→ **TASK GOAL**
Only lines with the word "Kiefernweg" are needed; collect each of them from the listing below.

→ **DATA TO EXAMINE**

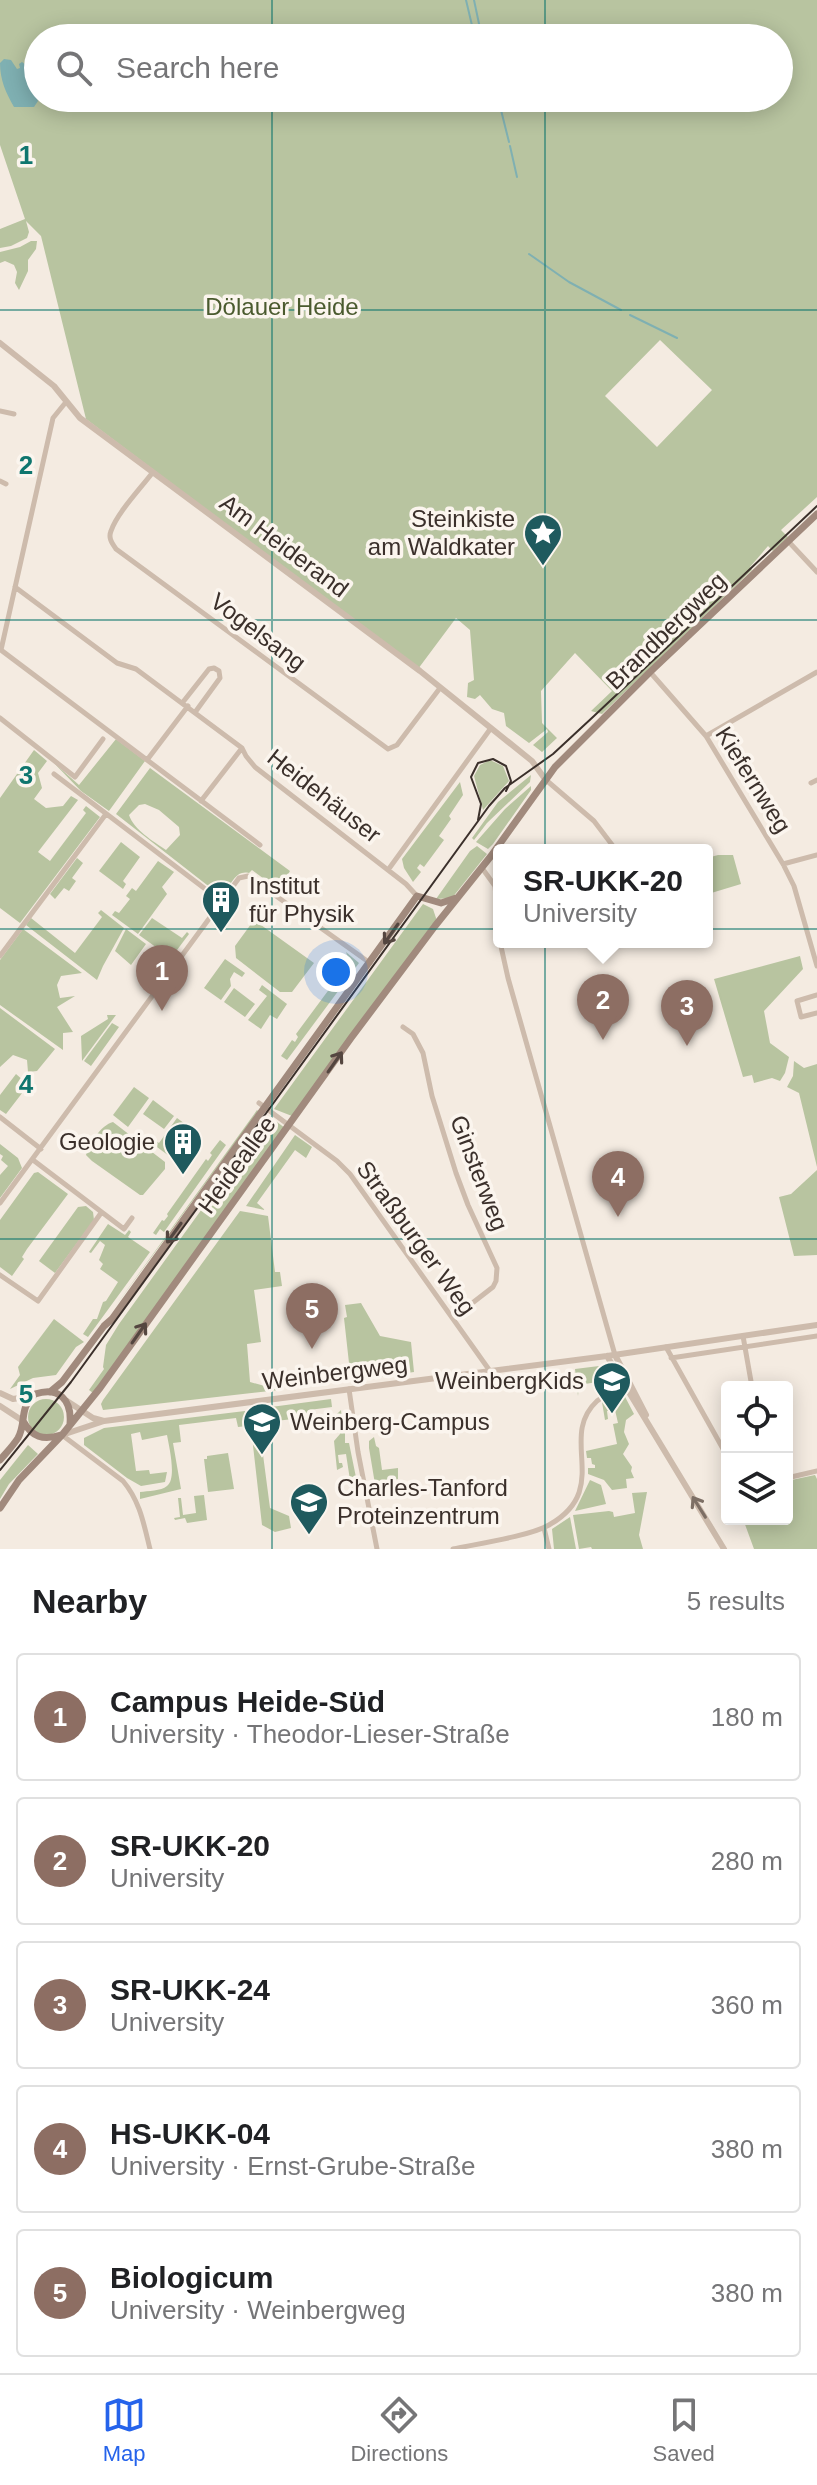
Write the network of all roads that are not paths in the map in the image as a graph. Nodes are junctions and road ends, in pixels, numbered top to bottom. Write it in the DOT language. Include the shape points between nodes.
graph roads {
  1 [pos="0,343"];
  2 [pos="66,402"];
  3 [pos="0,411"];
  4 [pos="14,414"];
  5 [pos="153,472"];
  6 [pos="817,514"];
  7 [pos="788,541"];
  8 [pos="817,572"];
  9 [pos="15,587"];
  10 [pos="1,650"];
  11 [pos="650,672"];
  12 [pos="817,672"];
  13 [pos="440,688"];
  14 [pos="186,704"];
  15 [pos="196,711"];
  16 [pos="1,722"];
  17 [pos="491,728"];
  18 [pos="706,736"];
  19 [pos="103,739"];
  20 [pos="242,748"];
  21 [pos="147,760"];
  22 [pos="54,774"];
  23 [pos="545,779"];
  24 [pos="201,801"];
  25 [pos="106,814"];
  26 [pos="499,844"];
  27 [pos="611,844"];
  28 [pos="260,845"];
  29 [pos="493,852"];
  30 [pos="817,855"];
  31 [pos="783,864"];
  32 [pos="482,868"];
  33 [pos="388,870"];
  34 [pos="493,883"];
  35 [pos="417,896"];
  36 [pos="458,897"];
  37 [pos="221,901"];
  38 [pos="433,902"];
  39 [pos="439,921"];
  40 [pos="501,948"];
  41 [pos="0,956"];
  42 [pos="370,963"];
  43 [pos="817,966"];
  44 [pos="817,995"];
  45 [pos="817,1013"];
  46 [pos="403,1027"];
  47 [pos="262,1105"];
  48 [pos="0,1117"];
  49 [pos="290,1125"];
  50 [pos="41,1149"];
  51 [pos="33,1160"];
  52 [pos="0,1203"];
  53 [pos="101,1213"];
  54 [pos="132,1218"];
  55 [pos="0,1275"];
  56 [pos="453,1318"];
  57 [pos="817,1325"];
  58 [pos="743,1336"];
  59 [pos="817,1336"];
  60 [pos="746,1346"];
  61 [pos="666,1347"];
  62 [pos="611,1356"];
  63 [pos="671,1358"];
  64 [pos="490,1371"];
  65 [pos="751,1381"];
  66 [pos="624,1386"];
  67 [pos="349,1389"];
  68 [pos="50,1392"];
  69 [pos="0,1393"];
  70 [pos="32,1396"];
  71 [pos="67,1401"];
  72 [pos="0,1406"];
  73 [pos="81,1411"];
  74 [pos="70,1420"];
  75 [pos="23,1421"];
  76 [pos="104,1421"];
  77 [pos="652,1431"];
  78 [pos="62,1435"];
  79 [pos="725,1453"];
  80 [pos="0,1460"];
  81 [pos="816,1472"];
  82 [pos="793,1477"];
  83 [pos="0,1508"];
  84 [pos="544,1528"];
  85 [pos="150,1549"];
  86 [pos="377,1549"];
  87 [pos="453,1549"];
  88 [pos="549,1549"];
  89 [pos="724,1549"];
  1 -- 2 [label="street, Am Heiderand"];
  2 -- 5 [label="street, Am Heiderand"];
  2 -- 9 [label="street" via="53,418"];
  3 -- 4 [label="street"];
  5 -- 13 [label="street, Am Heiderand"];
  5 -- 13 [label="street, Vogelsang" via="119,517 111,541 205,616 388,749 397,745"];
  6 -- 7 [label="main road, Brandbergweg"];
  7 -- 8 [label="street"];
  7 -- 11 [label="main road, Brandbergweg"];
  9 -- 10 [label="street"];
  9 -- 14 [label="street, Heidehäuser" via="117,663 136,669"];
  10 -- 21 [label="street"];
  11 -- 18 [label="street, Kiefernweg"];
  11 -- 23 [label="main road, Brandbergweg"];
  12 -- 18 [label="street"];
  13 -- 17 [label="street, Am Heiderand"];
  14 -- 15 [label="street, Heidehäuser"];
  14 -- 15 [label="street" via="209,669 219,671 220,678"];
  14 -- 21 [label="street"];
  15 -- 20 [label="street, Heidehäuser"];
  16 -- 19 [label="street" via="75,777"];
  17 -- 23 [label="street, Am Heiderand" via="532,761"];
  17 -- 33 [label="street"];
  18 -- 31 [label="street, Kiefernweg"];
  20 -- 24 [label="street, Heidehäuser"];
  20 -- 33 [label="street, Heidehäuser" via="255,767"];
  21 -- 24 [label="street"];
  22 -- 25 [label="street"];
  23 -- 26 [label="main road, Brandbergweg"];
  23 -- 27 [label="street" via="594,821"];
  24 -- 28 [label="street"];
  25 -- 37 [label="street"];
  25 -- 41 [label="street"];
  29 -- 32 [label="main road, Brandbergweg"];
  30 -- 31 [label="street"];
  31 -- 43 [label="street, Kiefernweg"];
  32 -- 34 [label="street"];
  32 -- 36 [label="main road, Heideallee"];
  33 -- 35 [label="street, Heidehäuser"];
  35 -- 38 [label="main road"];
  35 -- 42 [label="main road, Heideallee, one-way"];
  36 -- 38 [label="main road"];
  36 -- 39 [label="main road, Heideallee"];
  37 -- 42 [label="street" via="239,878 248,876"];
  37 -- 50 [label="street"];
  38 -- 39 [label="main road"];
  49 -- 39 [label="main road, Heideallee, one-way"];
  40 -- 62 [label="street"];
  42 -- 47 [label="main road, Heideallee"];
  44 -- 45 [label="street" via="797,1001 801,1017"];
  46 -- 56 [label="street, Ginsterweg" via="423,1053 456,1173 497,1268 493,1287"];
  47 -- 49 [label="street, Straßburger Weg"];
  47 -- 68 [label="main road, Heideallee, one-way" via="112,1319"];
  48 -- 50 [label="street"];
  49 -- 56 [label="street, Straßburger Weg" via="350,1174"];
  73 -- 49 [label="main road, Heideallee, one-way"];
  50 -- 51 [label="street"];
  51 -- 52 [label="street"];
  51 -- 53 [label="street"];
  53 -- 54 [label="street" via="124,1229"];
  53 -- 55 [label="street" via="38,1301"];
  56 -- 64 [label="street, Straßburger Weg"];
  57 -- 58 [label="street, Weinbergweg"];
  58 -- 60 [label="street"];
  58 -- 61 [label="street, Weinbergweg"];
  59 -- 60 [label="street"];
  60 -- 63 [label="street"];
  60 -- 65 [label="street"];
  61 -- 62 [label="street, Weinbergweg"];
  61 -- 63 [label="street"];
  62 -- 64 [label="street, Weinbergweg"];
  62 -- 66 [label="street"];
  62 -- 77 [label="street"];
  63 -- 79 [label="street"];
  64 -- 67 [label="street, Weinbergweg"];
  66 -- 77 [label="street"];
  66 -- 84 [label="street" via="593,1407 581,1430 583,1477 578,1495"];
  67 -- 76 [label="street, Weinbergweg"];
  67 -- 86 [label="street"];
  68 -- 70 [label="main road"];
  68 -- 71 [label="main road"];
  69 -- 70 [label="street" via="13,1399"];
  70 -- 75 [label="main road"];
  71 -- 73 [label="street"];
  71 -- 74 [label="main road"];
  72 -- 75 [label="street"];
  73 -- 74 [label="main road, Heideallee"];
  73 -- 76 [label="street"];
  74 -- 78 [label="main road"];
  75 -- 78 [label="main road" via="38,1437"];
  75 -- 80 [label="main road" via="17,1440"];
  76 -- 78 [label="street, Weinbergweg"];
  89 -- 77 [label="street, one-way"];
  78 -- 83 [label="main road"];
  78 -- 85 [label="street" via="130,1490"];
  81 -- 82 [label="street"];
  84 -- 87 [label="street"];
  84 -- 88 [label="street"];
}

→ **WRITTEN SOLUTION**
  11 -- 18 [label="street, Kiefernweg"];
  18 -- 31 [label="street, Kiefernweg"];
  31 -- 43 [label="street, Kiefernweg"];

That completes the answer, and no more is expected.